Tests are invoked by Pytest:

```sh
poetry run pytest test/
```

Alternatively, if you have a running Postgres instance and do not want to rely on
Docker, pass the DSN of a running Postgres instance that can be used during testing:

```sh
poetry run pytest  --postgres-dsn=postgresql://postgres@localhost:5433/postgres test/
```

### Formatting

Code formatting is enforced by [Black](https://github.com/psf/black):

```sh
poetry run black .
```

### Static analysis

Linting (and auto-fixing where possible) is done by [Ruff](https://github.com/charliermarsh/ruff/):
    
```sh
poetry run ruff check --fix .
```
    
Types are checked with [Mypy](https://github.com/python/mypy):

```sh
poetry run mypy --install-types ./asyncpg_queue/ ./test/
```

Unused code is checked by [Vulture](https://github.com/jendrikseipp/vulture):

```sh
poetry run vulture asyncpg_queue/ test/
```

## Motivation

Keep your project simple as long as possible! While simplicity is in the eye of the
beholder, the definition used here amounts to, refrain from adding additional tools
until necessary.

Many projects begin simply with a server and a data-store. Eventually, as the project
gains users and gathers complexity there may be a need for doing _something_ in a
separate process so as to not impede the main line. This something could be sending
emails by poking some email SaaS provider's API or calculating the total number of new
users of a particular feature at the end of the day. asyncpg-queue is meant for this
moment in an application's history.

asyncpg-queue and similar implementations have been successfully used to prolong or
forestall implementing queues and background workers with Redis, Celery or a variety
of other data stores. While many of these tools are not difficult to operate and PaaS
vendors often have a managed version, there is always an additional complexity cost
from introducing a new tool. asyncpg-queue should keep your toolset consistent since
it only relies on Python and Postgres.

## When _not_ to use

The primary caveat of this library is that if the database is the bottleneck in an
application deployment then using this tool will only add to the pressure on Postgres.
There will be more connections opened, more queries, and some additional data stored.
If any of those areas are problems, they will almost undoubtedly get worse with the
introduction of asyncpg-queue.

While fast enough, asyncpg-queue has little ability to ramp the performance of
producers (ie: adding to the queue) or consumers (ie: popping from the queue) because
of its reliance on Postgres. Only so much data can be written or read given a network
configuration and the server instance running Postgres. To play around with this idea
consult [`example/benchmark/producer.py`](example/benchmark/producer.py) and
[`example/benchmark/consumer.py`](example/benchmark/consumer.py) which should provide
estimates of the maximum read and write throughput of your setup.

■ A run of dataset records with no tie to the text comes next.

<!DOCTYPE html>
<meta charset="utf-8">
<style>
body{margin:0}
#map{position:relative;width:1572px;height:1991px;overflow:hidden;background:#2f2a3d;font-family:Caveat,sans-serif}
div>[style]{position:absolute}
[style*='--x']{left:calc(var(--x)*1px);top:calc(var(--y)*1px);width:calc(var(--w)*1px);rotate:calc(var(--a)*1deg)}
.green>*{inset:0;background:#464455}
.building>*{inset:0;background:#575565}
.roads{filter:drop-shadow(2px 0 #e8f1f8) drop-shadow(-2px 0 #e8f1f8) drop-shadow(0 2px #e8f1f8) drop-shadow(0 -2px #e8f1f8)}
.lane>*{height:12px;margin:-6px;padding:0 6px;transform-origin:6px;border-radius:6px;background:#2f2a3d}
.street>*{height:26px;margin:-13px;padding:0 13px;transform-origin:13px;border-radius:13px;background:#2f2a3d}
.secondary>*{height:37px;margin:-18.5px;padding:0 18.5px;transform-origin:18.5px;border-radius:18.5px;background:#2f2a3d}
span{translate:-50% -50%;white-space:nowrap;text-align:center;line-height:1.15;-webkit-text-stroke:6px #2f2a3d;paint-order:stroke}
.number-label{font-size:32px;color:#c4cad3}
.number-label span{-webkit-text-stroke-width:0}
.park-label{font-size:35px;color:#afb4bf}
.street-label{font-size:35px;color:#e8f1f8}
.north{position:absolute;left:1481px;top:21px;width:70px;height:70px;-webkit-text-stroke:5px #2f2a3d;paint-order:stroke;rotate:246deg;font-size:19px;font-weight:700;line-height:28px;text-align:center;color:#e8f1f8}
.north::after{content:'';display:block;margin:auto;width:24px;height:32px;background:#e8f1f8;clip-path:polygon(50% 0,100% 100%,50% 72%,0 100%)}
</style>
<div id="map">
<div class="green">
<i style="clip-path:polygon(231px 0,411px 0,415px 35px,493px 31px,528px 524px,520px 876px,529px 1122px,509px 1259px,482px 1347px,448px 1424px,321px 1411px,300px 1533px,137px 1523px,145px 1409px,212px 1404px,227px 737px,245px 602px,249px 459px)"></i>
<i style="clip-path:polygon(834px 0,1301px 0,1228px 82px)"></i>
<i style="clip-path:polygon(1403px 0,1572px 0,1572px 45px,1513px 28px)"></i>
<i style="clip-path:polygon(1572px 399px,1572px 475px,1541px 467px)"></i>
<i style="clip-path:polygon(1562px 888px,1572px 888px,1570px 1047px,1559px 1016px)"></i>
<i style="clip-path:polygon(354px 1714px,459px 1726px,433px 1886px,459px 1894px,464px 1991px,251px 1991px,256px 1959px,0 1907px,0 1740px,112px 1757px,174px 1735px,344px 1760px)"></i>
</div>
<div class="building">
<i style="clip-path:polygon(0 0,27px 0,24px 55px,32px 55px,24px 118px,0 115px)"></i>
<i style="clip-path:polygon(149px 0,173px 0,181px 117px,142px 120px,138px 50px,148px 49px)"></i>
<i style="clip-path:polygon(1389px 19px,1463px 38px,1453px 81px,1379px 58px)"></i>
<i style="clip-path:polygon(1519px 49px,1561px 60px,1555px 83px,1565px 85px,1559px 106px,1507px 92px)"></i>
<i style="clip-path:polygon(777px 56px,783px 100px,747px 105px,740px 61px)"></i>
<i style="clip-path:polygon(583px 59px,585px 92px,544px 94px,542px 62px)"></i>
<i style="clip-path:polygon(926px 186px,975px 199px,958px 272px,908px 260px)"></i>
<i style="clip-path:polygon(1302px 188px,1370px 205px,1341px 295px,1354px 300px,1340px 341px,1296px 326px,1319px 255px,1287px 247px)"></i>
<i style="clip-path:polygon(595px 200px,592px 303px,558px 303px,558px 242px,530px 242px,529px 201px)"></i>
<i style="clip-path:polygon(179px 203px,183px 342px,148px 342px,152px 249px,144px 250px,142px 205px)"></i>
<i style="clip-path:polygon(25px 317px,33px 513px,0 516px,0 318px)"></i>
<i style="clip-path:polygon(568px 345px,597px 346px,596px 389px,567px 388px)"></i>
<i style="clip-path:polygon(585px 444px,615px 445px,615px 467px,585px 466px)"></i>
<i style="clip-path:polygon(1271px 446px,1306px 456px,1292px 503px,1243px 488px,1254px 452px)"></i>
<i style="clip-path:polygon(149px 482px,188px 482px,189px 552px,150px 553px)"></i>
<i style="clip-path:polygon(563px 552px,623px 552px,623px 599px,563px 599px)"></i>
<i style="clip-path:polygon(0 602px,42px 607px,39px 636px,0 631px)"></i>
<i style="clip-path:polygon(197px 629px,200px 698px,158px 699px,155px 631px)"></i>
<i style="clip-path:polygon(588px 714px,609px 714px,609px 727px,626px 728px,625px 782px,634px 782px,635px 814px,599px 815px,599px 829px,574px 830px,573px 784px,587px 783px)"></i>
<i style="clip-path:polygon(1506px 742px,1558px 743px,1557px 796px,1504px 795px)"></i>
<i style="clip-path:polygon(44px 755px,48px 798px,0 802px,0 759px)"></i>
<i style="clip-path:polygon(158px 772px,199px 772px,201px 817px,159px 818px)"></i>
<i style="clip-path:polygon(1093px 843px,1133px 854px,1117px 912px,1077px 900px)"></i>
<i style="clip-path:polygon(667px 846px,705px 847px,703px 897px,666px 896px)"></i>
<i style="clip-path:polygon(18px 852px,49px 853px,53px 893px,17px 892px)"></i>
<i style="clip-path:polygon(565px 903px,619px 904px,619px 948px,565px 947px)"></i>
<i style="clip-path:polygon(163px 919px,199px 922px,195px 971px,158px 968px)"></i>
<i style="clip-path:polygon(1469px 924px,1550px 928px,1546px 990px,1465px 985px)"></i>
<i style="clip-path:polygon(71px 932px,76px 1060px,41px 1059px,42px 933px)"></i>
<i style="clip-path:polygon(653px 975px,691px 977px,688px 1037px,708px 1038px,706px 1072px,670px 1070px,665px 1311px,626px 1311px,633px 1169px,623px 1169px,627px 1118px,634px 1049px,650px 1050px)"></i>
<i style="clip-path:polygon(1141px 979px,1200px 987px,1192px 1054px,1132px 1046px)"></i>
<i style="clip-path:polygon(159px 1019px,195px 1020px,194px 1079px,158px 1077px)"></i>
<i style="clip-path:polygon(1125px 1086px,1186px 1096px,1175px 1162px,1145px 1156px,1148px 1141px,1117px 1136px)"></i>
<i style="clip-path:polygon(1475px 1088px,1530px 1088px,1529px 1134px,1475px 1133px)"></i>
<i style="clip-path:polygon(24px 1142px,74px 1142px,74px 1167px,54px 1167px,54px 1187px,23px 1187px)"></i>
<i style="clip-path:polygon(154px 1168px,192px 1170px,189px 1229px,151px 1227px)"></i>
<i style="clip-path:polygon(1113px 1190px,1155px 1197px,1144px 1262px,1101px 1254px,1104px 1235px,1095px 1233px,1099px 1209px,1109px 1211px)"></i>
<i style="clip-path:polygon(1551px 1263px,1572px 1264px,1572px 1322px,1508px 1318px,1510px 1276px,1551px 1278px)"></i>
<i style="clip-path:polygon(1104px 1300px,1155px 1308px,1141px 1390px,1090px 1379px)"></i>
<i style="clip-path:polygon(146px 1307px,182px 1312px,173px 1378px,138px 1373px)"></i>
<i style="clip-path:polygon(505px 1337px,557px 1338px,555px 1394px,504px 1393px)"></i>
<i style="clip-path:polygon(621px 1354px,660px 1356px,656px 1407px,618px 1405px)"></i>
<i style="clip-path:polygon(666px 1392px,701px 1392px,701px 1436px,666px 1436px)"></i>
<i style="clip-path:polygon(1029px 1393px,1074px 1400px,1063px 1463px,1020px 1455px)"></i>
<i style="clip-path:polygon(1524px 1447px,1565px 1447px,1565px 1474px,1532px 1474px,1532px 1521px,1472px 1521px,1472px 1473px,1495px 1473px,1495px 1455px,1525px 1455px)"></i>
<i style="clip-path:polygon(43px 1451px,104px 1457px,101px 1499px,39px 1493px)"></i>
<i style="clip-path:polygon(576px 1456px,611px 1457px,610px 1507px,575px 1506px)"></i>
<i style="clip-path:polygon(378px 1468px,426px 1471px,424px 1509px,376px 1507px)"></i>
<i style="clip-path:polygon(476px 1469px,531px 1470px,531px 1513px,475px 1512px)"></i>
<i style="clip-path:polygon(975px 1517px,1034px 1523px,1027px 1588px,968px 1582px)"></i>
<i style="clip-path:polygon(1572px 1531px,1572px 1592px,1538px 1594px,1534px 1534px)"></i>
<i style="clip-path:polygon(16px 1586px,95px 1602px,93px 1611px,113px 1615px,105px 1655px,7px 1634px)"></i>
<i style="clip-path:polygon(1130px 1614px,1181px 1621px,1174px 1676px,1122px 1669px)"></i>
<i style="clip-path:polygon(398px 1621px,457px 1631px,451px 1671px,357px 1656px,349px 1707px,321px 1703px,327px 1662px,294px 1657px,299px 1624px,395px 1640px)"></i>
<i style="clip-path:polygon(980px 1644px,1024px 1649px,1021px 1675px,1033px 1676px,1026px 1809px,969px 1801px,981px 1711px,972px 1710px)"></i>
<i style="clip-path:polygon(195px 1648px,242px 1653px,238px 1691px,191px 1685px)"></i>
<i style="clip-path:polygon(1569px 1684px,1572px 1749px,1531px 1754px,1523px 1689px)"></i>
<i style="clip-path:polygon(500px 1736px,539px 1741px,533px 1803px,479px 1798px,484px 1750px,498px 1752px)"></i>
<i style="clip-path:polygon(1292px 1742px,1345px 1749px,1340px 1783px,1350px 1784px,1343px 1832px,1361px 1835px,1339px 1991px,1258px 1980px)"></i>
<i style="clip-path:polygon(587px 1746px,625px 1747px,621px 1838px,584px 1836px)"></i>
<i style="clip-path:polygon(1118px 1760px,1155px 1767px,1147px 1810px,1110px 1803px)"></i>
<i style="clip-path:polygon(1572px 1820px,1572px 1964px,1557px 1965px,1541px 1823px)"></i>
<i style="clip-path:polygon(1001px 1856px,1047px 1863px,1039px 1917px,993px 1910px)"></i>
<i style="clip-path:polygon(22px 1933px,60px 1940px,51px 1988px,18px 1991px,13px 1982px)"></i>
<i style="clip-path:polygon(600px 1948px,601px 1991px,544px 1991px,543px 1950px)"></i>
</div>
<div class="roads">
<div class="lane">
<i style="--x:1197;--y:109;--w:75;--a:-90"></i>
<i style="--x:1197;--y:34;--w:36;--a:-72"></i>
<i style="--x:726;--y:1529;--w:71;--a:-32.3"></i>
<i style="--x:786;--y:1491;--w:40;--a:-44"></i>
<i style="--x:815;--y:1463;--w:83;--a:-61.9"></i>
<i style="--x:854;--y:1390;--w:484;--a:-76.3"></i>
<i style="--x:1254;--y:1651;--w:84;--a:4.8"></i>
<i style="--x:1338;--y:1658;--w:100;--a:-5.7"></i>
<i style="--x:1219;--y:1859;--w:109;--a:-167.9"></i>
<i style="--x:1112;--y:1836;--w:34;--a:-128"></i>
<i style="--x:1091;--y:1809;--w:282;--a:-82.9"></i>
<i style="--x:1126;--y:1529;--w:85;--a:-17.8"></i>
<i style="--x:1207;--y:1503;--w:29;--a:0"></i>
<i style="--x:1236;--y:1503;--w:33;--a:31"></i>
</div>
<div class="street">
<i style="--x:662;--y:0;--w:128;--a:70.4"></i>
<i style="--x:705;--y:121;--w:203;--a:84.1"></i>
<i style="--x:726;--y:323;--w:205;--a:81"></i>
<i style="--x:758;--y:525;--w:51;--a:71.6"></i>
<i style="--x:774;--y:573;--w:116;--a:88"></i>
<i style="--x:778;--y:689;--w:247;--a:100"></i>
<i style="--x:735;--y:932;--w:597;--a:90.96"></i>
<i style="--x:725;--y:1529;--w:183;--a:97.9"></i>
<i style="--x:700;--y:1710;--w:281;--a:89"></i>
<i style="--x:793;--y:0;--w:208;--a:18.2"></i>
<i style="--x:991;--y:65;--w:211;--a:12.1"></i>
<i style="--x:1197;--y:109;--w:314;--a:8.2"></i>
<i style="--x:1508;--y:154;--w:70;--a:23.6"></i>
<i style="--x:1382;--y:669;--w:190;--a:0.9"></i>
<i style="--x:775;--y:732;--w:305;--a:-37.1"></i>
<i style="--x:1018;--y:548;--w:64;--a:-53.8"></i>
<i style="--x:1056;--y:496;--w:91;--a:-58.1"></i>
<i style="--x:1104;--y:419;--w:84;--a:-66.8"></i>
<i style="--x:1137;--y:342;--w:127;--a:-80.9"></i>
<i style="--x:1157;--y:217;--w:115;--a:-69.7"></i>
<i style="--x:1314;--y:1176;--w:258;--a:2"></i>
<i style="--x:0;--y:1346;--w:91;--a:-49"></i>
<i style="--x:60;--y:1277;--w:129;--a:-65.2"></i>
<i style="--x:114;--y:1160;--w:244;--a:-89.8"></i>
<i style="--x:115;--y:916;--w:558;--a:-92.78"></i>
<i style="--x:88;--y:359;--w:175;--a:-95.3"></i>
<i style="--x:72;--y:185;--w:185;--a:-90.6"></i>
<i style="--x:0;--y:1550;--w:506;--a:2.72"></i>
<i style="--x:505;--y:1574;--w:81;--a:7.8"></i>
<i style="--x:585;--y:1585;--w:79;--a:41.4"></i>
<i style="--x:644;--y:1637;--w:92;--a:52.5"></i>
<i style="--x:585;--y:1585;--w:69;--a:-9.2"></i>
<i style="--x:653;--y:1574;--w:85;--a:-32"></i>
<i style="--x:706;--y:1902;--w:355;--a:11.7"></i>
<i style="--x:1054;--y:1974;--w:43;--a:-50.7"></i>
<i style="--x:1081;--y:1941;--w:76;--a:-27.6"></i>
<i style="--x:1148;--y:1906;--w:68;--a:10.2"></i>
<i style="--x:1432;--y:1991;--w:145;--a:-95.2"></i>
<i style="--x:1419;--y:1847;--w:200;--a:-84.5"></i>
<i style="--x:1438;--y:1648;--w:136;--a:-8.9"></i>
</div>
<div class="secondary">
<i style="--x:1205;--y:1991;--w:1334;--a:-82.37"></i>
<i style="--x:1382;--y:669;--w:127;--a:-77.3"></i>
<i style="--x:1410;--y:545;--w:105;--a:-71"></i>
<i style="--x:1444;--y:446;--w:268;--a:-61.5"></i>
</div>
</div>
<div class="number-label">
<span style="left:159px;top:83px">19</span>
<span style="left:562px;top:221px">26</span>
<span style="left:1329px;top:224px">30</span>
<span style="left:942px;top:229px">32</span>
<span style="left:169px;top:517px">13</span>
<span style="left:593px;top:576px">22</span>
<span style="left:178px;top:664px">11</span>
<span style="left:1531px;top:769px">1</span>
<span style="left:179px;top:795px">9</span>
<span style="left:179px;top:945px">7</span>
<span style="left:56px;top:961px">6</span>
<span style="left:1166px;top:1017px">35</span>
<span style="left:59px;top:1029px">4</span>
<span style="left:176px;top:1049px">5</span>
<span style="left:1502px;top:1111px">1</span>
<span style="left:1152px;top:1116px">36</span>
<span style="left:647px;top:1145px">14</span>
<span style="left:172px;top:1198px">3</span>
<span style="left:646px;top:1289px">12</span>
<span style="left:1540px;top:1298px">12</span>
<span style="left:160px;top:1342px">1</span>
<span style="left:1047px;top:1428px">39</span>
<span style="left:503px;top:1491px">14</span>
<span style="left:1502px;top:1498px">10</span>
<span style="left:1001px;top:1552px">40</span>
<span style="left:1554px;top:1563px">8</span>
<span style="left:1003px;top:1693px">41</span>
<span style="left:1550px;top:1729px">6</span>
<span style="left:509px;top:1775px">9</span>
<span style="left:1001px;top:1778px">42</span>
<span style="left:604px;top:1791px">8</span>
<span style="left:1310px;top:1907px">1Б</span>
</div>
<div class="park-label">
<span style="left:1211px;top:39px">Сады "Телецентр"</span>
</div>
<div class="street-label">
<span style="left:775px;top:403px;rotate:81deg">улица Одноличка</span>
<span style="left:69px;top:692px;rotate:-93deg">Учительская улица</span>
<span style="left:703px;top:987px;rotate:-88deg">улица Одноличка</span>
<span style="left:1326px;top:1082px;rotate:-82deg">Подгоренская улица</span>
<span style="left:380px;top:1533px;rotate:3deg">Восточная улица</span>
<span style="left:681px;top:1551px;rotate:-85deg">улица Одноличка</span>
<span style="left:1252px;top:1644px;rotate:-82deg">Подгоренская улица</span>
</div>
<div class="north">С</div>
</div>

asyncpg-queue is well suited for workloads that are mostly I/O. An example would be
calculating an end-of-day rollup table in Postgres that takes a long time to run.
However, asyncpg-queue is ill suited for running many CPU intensive tasks, like
training a neural network or performing the same end-of-day rollup in memory. In these
cases it's necessary to pay attention to the `concurrency` parameter of `Worker`.